Current status: Reasonably successful. It’s been very successful with MCAT students, as the MCAT is a very content-heavy exam which never lent itself that well for tutoring. It’s been mildly successful with less content-heavy exams, as a lot of people still just want tutoring.

My graduate exam books

The hypothesis: There are parts of the exams I teach that aren’t well covered by the “mainstays”, and there’s room to sell books to students still.

Evidence: Students I’ve taught who have gone through the mainstream courses and books, and still have gaps in their knowledge.

Current status: Reasonably successful. The books sell well, and I think the main barrier to them doing better is simply discovery. I’m currently making efforts to make them more discoverable on Amazon by gathering reviews, and I also sell them on my own website.

My studying app, 21st Night

The hypotheses:

1. Spaced repetition is a really useful way to memorize things that isn’t used enough. This is because it’s boring, somewhat difficult to incorporate with the rest of learning, and is somewhat counterintuitive.

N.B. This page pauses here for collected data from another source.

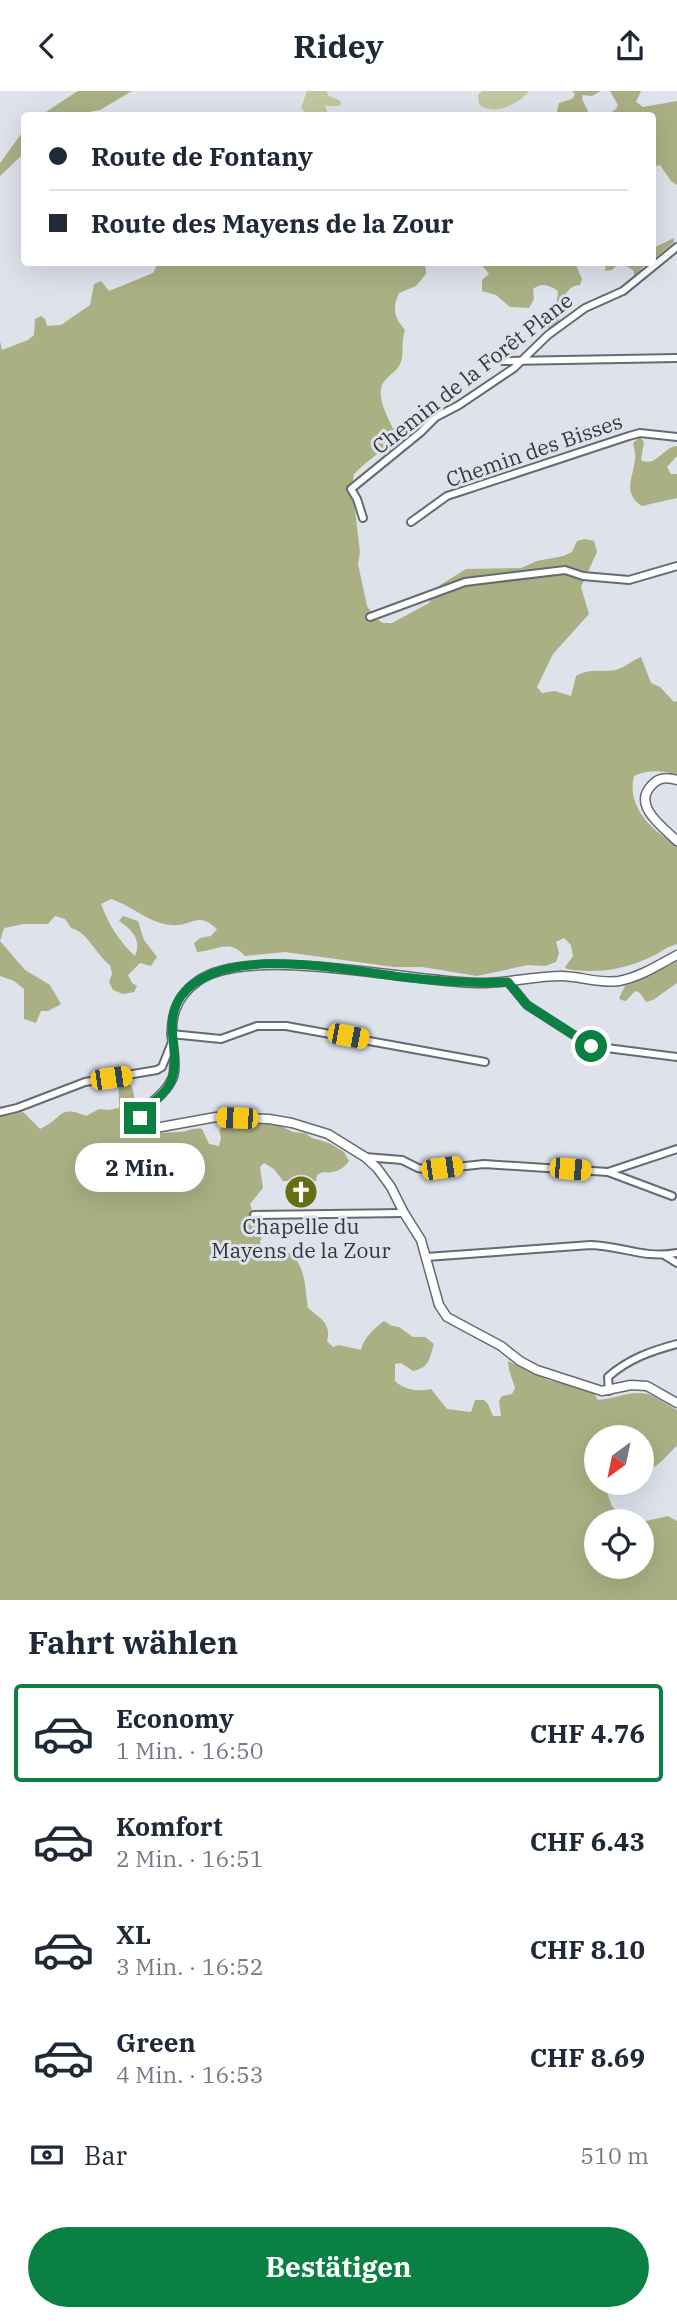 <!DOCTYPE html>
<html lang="de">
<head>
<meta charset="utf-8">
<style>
  body { margin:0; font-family:"IBM Plex Serif",serif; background:#f2f2f3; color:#1f2937; height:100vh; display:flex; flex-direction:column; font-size:26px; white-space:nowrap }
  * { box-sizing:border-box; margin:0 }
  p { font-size:23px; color:#747a83 }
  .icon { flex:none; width:38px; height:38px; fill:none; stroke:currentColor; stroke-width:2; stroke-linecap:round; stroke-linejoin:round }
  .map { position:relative; height:1509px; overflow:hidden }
  .side { display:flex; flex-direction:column; background:#fff; flex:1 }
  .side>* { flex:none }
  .hud { position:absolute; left:21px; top:21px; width:635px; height:154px; border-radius:7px; box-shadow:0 7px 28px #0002; display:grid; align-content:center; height:154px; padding:0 28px; background:#fff }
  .needle { width:46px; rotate:213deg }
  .controls { position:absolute; left:584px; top:1334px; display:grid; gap:14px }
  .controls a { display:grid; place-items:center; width:70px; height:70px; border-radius:50%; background:#fff; box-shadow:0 7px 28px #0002; font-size:35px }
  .end { position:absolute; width:32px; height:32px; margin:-16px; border:9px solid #0b8043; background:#fff; box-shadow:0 0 0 4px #fff }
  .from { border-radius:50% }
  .bubble { position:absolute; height:49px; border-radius:24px; background:#fff; box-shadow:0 7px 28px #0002; font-size:23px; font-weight:700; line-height:49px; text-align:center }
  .car { position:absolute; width:21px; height:42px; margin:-21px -10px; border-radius:9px; box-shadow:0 0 5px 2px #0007; background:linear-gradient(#f5c518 24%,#345 0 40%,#f5c518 0 76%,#345 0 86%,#f5c518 0) }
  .hud b { display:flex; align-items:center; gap:24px; height:66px; font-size:26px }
  .hud b+b { border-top:2px solid #e0e1e3 }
  .hud i { width:18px; height:18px; background:#1f2937 }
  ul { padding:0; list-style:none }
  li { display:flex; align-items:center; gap:21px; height:98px; margin:0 14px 10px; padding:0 14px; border:4px solid transparent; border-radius:7px }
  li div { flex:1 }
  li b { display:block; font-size:26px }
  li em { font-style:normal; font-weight:700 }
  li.active { border-color:#0b8043 }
  li>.icon { width:63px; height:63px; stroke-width:1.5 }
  h2 { padding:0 28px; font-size:32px; line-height:84px }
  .pay { display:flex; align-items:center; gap:18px; height:77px; padding:0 28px; font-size:26px }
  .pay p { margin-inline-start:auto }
  .action { display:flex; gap:14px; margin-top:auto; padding:14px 28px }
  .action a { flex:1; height:80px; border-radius:42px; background:#0b8043; color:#fff; font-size:28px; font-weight:700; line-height:80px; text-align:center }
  header { display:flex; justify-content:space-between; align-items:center; height:91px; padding:0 28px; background:#fff; font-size:32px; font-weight:700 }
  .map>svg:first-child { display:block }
  .green { fill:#c2c7a0 }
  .forest { fill:#aab084 }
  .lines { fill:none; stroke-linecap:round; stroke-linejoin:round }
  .minor-casing { stroke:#666a72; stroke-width:10 }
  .tertiary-casing { stroke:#666a72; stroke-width:11 }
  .minor { stroke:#fff; stroke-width:6 }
  .tertiary { stroke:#fff; stroke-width:8 }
  .route { stroke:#0b8043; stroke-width:9 }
  .labels { text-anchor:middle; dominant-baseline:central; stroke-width:6; stroke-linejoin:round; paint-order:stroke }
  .street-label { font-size:21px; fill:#36373b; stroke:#dde2eb }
  .poi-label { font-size:21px; fill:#36373b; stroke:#dde2eb }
</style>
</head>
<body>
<header><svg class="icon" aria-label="back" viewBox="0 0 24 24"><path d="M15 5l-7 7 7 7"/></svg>Ridey<svg class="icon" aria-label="share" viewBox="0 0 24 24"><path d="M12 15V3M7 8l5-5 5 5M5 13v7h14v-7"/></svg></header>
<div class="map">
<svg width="677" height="1509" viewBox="0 0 677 1509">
  <rect width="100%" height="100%" fill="#dde2eb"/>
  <!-- green -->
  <g class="green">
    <polygon points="307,0 326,0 329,5 341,10 340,15 325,15 329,24 308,24 301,17"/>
    <path d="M 482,0 L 529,0 C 519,13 493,26 479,13 L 478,4 Z"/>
  </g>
  <!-- forest -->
  <g class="forest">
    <polygon points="78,0 132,0 100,19 72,24 41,24"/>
    <polygon points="572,0 601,0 592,5 583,4 582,8 590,24 556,24 559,12 572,8 575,3"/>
    <polygon points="610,0 641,0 636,11 643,16 677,10 677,94 671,90 660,74 653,76 653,43 656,38 653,33 653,24 607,24 616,18 618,14"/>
    <polygon points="24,39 24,62 0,85 0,72"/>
    <polygon points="674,147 674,151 653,169 653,157"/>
    <path d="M 158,172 L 425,172 L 426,183 L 416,195 L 399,202 C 392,218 394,226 405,239 C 401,250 404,262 401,271 C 398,280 388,284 383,292 C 375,307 390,330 396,344 C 385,360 367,369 354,383 L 352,394 L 360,461 L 358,473 L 367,515 L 375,527 L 383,532 L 392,532 L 429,512 L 440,494 L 466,478 L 521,477 L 537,470 L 563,465 L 572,461 L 577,450 L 585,448 L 594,450 L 597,461 L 581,496 L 589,523 L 553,563 L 537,596 L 542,602 L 555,600 L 571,605 L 576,585 C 594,575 606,584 621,577 C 628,574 633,569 641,566 L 651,592 L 660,596 L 674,611 L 677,610 L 677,683 C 661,680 649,678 634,685 C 626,715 652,741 677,754 L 677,853 C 668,855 661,861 653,865 C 623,879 599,883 567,878 L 565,876 L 573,865 L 571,854 L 564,847 L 556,851 L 559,862 L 556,871 L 545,875 L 528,874 L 477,885 L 422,876 L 394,876 L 285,861 L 245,865 C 229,847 217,860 197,861 L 194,852 L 200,847 L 211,845 L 217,838 C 197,819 192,836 171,834 C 148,832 131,814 111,808 L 101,813 C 108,832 120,852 135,865 C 142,848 132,839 119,830 L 123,825 L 138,830 L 144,849 L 157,866 L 151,875 L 140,872 L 128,884 L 132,892 L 137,895 L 134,901 L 123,903 L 113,899 L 109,891 L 112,883 L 110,874 C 95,863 89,842 71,837 L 65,828 L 55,825 L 48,833 L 24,833 L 4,837 L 0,850 L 25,879 L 50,894 L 61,913 L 48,920 L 41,920 L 36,932 L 24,928 L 24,898 L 14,890 L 0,885 L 0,250 L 2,259 L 28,249 L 34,244 L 35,228 L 41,225 L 45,228 L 47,235 L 61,234 L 90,214 L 94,193 L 101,190 L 109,200 L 153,182 Z"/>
    <path d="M 477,172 L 575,172 L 582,188 L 580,194 C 562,194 559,222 559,237 L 553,241 L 548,238 C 549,224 558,214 558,200 C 549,194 542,191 533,198 L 534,208 L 529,217 L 510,216 L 496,204 L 482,200 L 482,189 L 489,183 L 481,173 Z"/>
    <polygon points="606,172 647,172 634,185 634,180 625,174 617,174 612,179 605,180"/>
    <path d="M 640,346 L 644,351 L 641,369 C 656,377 663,356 677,355 L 677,365 L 667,376 L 671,383 L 677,383 L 677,407 L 642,415 C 622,402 633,387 635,369 C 636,363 634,357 633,352 Z"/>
    <path d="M 677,871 L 677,892 L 653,909 L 646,911 L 640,902 L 635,900 L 626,910 L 621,909 L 619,907 L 625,895 C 643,889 658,879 677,871 Z"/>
    <path d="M 120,991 L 130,993 C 142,1012 123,1022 134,1042 C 150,1043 165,1041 180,1041 C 188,1041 193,1036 202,1038 L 209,1053 L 219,1055 L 221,1047 L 219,1039 L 223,1036 L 272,1031 L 293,1041 L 305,1042 L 312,1047 L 329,1052 L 344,1061 L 349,1070 C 343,1079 333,1083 323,1081 L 317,1084 L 316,1090 L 283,1090 L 274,1078 L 264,1072 L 260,1076 L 263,1097 L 250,1113 L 254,1126 L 265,1136 L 260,1151 L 263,1159 L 273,1163 L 290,1162 C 306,1175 305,1198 308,1217 C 320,1227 332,1233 327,1250 L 333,1256 L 339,1254 L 361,1259 C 364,1246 374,1238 384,1230 L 392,1235 L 399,1236 L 413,1246 L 425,1246 L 434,1253 C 429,1268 430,1276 413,1280 L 401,1272 L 395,1273 L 395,1290 C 404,1299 419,1301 431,1298 L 447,1318 L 471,1321 L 475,1309 L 484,1309 L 488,1313 L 493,1325 L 501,1325 L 499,1310 L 502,1305 L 512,1303 L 515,1297 L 509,1279 L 508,1270 L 550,1290 L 562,1291 L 593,1301 L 598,1309 C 614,1308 631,1299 647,1303 C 657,1305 668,1315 677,1319 L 677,1355 C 667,1363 661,1374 650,1378 L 642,1373 L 649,1361 L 642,1357 L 642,1346 L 597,1346 L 597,1391 L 603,1391 L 612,1415 L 619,1423 L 632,1423 L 637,1430 L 597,1430 L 597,1475 L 642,1475 L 642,1431 L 668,1425 L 677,1430 L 677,1509 L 0,1509 L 0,1025 L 23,1021 L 40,1038 C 63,1028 58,1013 86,1025 L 99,1018 L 109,1019 L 119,1017 C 120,1008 117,1000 120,991 Z"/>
  </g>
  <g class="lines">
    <defs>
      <g id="minor">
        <polyline points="491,266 503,270 677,267"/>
        <polyline points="363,427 357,408 351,398 421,341 436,326 459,314 514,277 548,244 585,217 623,200 677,156"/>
        <polyline points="411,431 447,405 629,345 640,342 677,346"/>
        <polyline points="370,526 465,491 565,479 583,485 629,489 677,475"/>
        <polyline points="508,891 527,914 591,955 677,966"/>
        <polyline points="171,943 221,948 257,935 286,935 485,971"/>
        <polyline points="0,1021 17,1017 85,991 157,979 162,976 172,951"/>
        <polyline points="365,1066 402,1069 418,1077 429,1079 484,1073 608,1081 677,1058"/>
        <polyline points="608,1081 672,1105"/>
        <polyline points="254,1124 404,1122"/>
        <polyline points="664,1164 677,1172"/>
        <path d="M 426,1166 L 591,1154 C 623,1155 644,1168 677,1162"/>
        <path d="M 609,1300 L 608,1286 C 628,1268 651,1260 677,1253"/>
      </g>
      <g id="tertiary">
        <path d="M 677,689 C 667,686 658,686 651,695 C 632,715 664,737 677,750"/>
        <path d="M 677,864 C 658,874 640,886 619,890 C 599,893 580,885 561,885 C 533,885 505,893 476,892 C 411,891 248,853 198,890 C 175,906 169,928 173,955 C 174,965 176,976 173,986 C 167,1001 152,1011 141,1021 L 140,1027 L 144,1035 L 150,1038 L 216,1026 L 269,1028 L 292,1032 L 328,1043 L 365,1066 L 377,1077 L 391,1096 L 404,1122 L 421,1149 L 439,1214 L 447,1226 L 501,1255 L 520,1270 L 537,1279 L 602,1300 L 631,1294 L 647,1295 L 677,1312"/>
      </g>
    </defs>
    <!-- minor casing -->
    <use href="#minor" class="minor-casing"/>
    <!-- tertiary casing -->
    <use href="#tertiary" class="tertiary-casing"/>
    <!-- minor -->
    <use href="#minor" class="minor"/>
    <!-- tertiary -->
    <use href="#tertiary" class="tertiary"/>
  </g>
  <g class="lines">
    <!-- route -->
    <path class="route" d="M 140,1027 L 141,1021 C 150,1013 162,1006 168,996 C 186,968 159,934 182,904 C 223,852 344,879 402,886 C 437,890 472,893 508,891 L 527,914 L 591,955"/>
  </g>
  <!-- icons -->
  <defs>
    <symbol id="church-disc" viewBox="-11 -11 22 22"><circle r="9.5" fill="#666d12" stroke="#dde2eb"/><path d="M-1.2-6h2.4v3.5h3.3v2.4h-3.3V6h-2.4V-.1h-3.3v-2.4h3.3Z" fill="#fff"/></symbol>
  </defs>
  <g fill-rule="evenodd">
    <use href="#church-disc" x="282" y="1082" width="38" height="38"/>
  </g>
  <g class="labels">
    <!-- street labels -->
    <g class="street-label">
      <text transform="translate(472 282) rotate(-38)">Chemin de la Forêt Plane</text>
      <text transform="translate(534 359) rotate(-19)">Chemin des Bisses</text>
    </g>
    <!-- poi labels -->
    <g class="poi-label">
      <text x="301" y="1135">Chapelle du<tspan x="301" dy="24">Mayens de la Zour</tspan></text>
    </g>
  </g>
</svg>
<div class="controls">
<a><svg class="needle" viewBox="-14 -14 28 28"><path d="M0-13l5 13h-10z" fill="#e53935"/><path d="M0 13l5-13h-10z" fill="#747a83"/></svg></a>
<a><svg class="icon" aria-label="locate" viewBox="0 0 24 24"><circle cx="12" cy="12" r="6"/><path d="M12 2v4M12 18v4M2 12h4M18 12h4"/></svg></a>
</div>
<i class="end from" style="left:591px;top:955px"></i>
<i class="end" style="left:140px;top:1027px"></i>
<div class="bubble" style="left:75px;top:1052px;width:130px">2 Min.</div>
<i class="car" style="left:348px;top:945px;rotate:101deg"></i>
<i class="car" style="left:111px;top:987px;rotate:82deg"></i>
<i class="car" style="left:237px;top:1027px;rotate:272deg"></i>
<i class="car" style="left:442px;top:1077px;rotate:82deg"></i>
<i class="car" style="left:570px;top:1078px;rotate:95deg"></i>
<div class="hud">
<b><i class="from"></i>Route de Fontany</b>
<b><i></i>Route des Mayens de la Zour</b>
</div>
</div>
<section class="side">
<h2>Fahrt wählen</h2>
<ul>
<li class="active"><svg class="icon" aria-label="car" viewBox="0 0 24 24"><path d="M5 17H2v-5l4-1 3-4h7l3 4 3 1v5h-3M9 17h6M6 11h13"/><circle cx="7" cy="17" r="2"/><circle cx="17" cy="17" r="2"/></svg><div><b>Economy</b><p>1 Min. · 16:50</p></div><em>CHF 4.76</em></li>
<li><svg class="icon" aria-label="car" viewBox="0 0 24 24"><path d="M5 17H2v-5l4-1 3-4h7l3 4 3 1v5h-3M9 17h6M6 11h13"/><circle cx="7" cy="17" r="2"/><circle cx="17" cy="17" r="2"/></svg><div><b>Komfort</b><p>2 Min. · 16:51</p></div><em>CHF 6.43</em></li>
<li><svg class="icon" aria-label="car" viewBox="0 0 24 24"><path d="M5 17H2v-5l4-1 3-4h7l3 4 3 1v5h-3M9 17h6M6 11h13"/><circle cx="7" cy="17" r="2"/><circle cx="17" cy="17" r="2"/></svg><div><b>XL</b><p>3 Min. · 16:52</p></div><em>CHF 8.10</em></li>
<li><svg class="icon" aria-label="car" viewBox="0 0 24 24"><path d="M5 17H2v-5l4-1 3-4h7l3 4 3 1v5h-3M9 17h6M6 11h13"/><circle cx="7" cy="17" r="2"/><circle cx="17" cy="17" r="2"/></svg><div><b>Green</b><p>4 Min. · 16:53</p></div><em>CHF 8.69</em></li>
</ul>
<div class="pay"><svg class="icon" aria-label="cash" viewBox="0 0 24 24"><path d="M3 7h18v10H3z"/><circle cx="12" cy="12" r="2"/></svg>Bar<p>510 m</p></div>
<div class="action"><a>Bestätigen</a></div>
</section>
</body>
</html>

2. A studying app based around spaced repetition that allows notes and a study plan, is gamified, and encourages but does not force spaced repetition will be popular with students.

Evidence: Looking at Anki’s success stories, it’s obvious that spaced repetition can be useful. However, Anki needs an explainer just to be useful. And, judging from personal experience, as well as the experience of students, it’s easy to bounce off or slack.

Current status: Eh. Work in progress. The hardest thing about it has been simply to continually make it easier to use while still accomplishing what I want it to accomplish. App development is hard. It makes some amount of money, at least.